To fix this, we can tell SwiftUI ahead of time that we’re trying to load a 3x scale image, like this:

AsyncImage(url: URL(string: "https://hws.dev/img/logo.png"), scale: 3)

When you run the code now you’ll see the resulting image is a much more reasonable size.

And if you wanted to give it a precise size? Well, then you might start by trying this:

AsyncImage(url: URL(string: "https://hws.dev/img/logo.png"))
    .frame(width: 200, height: 200)

That won’t work, but perhaps that won’t even surprise you because it wouldn’t work with a regular Image either. So you might try to make it resizable, like this:

AsyncImage(url: URL(string: "https://hws.dev/img/logo.png"))
    .resizable()
    .frame(width: 200, height: 200)

…except that won’t work either, and in fact it’s worse because now our code won’t even compile. You see, the modifiers we’re applying here don’t apply directly to the image that SwiftUI downloads – they can’t, because SwiftUI can’t know how to apply them until it has actually fetched the image data.

Instead, we’re applying modifiers to a wrapper around the image, which is the AsyncImage view. That will ultimately contain our finished image, but it will also contain a placeholder that gets used while the image is loading.
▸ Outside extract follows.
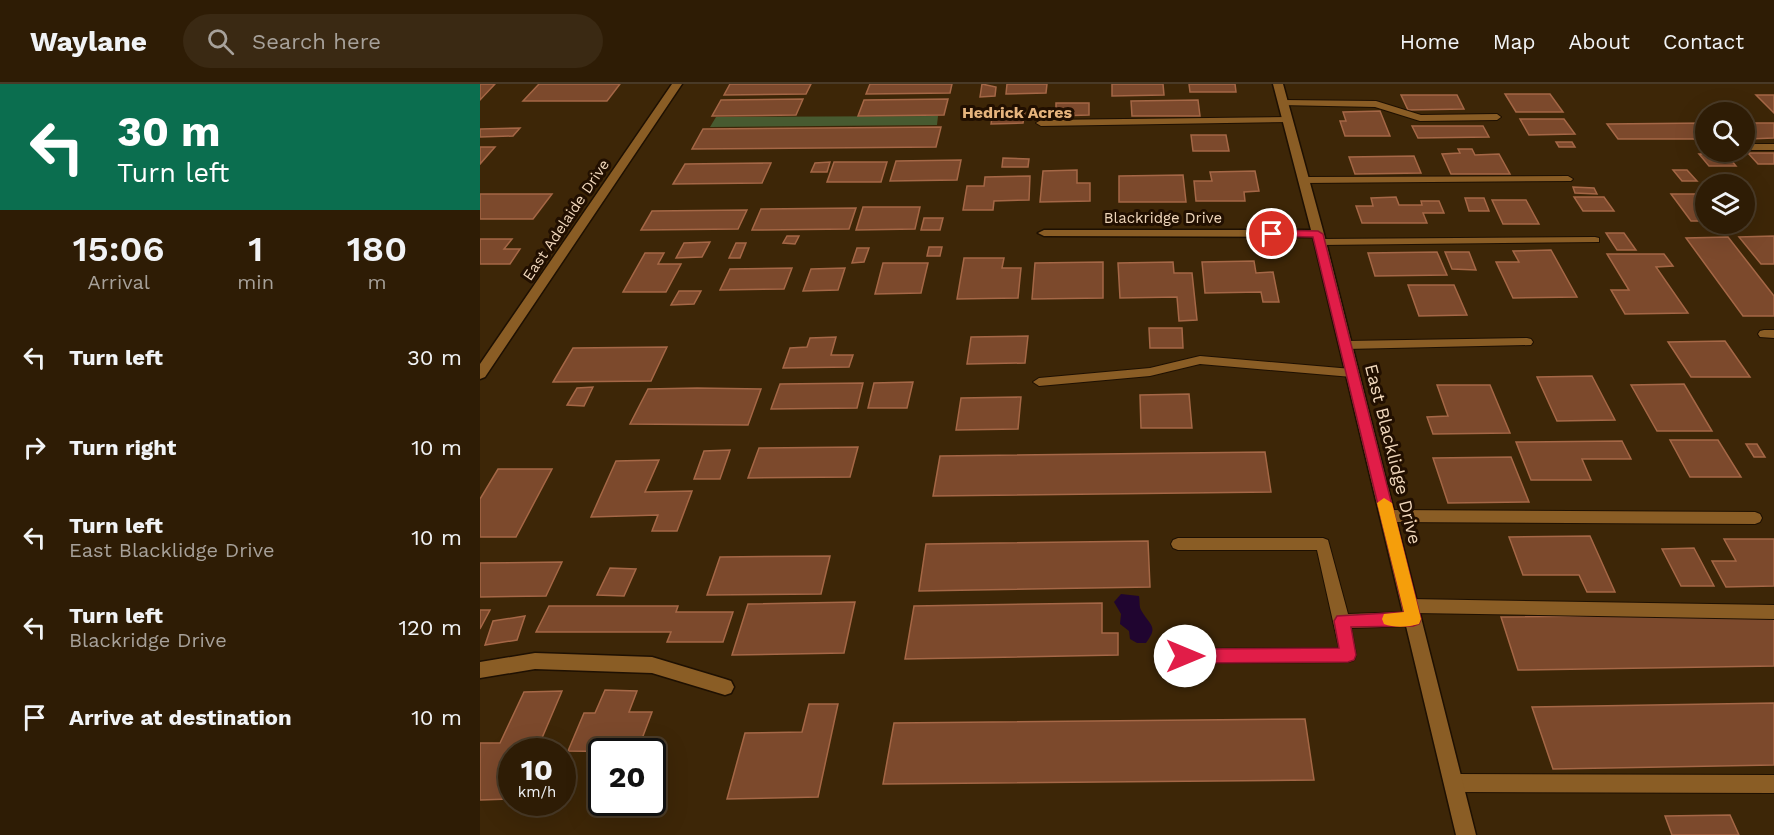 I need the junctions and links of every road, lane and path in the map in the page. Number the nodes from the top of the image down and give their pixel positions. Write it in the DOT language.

You can actually see the placeholder just briefly when your app runs – that 200x200 gray square is it, and it will automatically go away once loading finishes.

To adjust our image, you need to use a more advanced form of AsyncImage that passes us the final image view once it’s ready, which we can then customize as needed. As a bonus, this also gives us a second closure to customize the placeholder as needed.

For example, we could make the finished image view be both resizable and scaled to fit, and use Color.red as the placeholder so it’s more obvious while you’re learning.

AsyncImage(url: URL(string: "https://hws.dev/img/logo.png")) { image in
    image
        .resizable()
        .scaledToFit()
} placeholder: {
    Color.red
}
.frame(width: 200, height: 200)

A resizable image and Color.red both automatically take up all available space, which means the frame() modifier actually works now.

The placeholder view can be whatever you want. For example, if you replace Color.red with ProgressView() – just that – then you’ll get a little spinner activity indicator instead of a solid color.

If you want complete control over your remote image, there’s a third way of creating AsyncImage that tells us whether the image was loaded, hit an error, or hasn’t finished yet. This is particularly useful for times when you want to show a dedicated view when the download fails – if the URL doesn’t exist, or the user was offline, etc.

Here’s how that looks:

AsyncImage(url: URL(string: "https://hws.dev/img/bad.png")) { phase in
    if let image = phase.image {
        image
            .resizable()
            .scaledToFit()
    } else if phase.error != nil {
        Text("There was an error loading the image.")
    } else {
        ProgressView()
    }
}
.frame(width: 200, height: 200)

So, that will show our image if it can, an error message if the download failed for any reason, or a spinning activity indicator while the download is still in progress.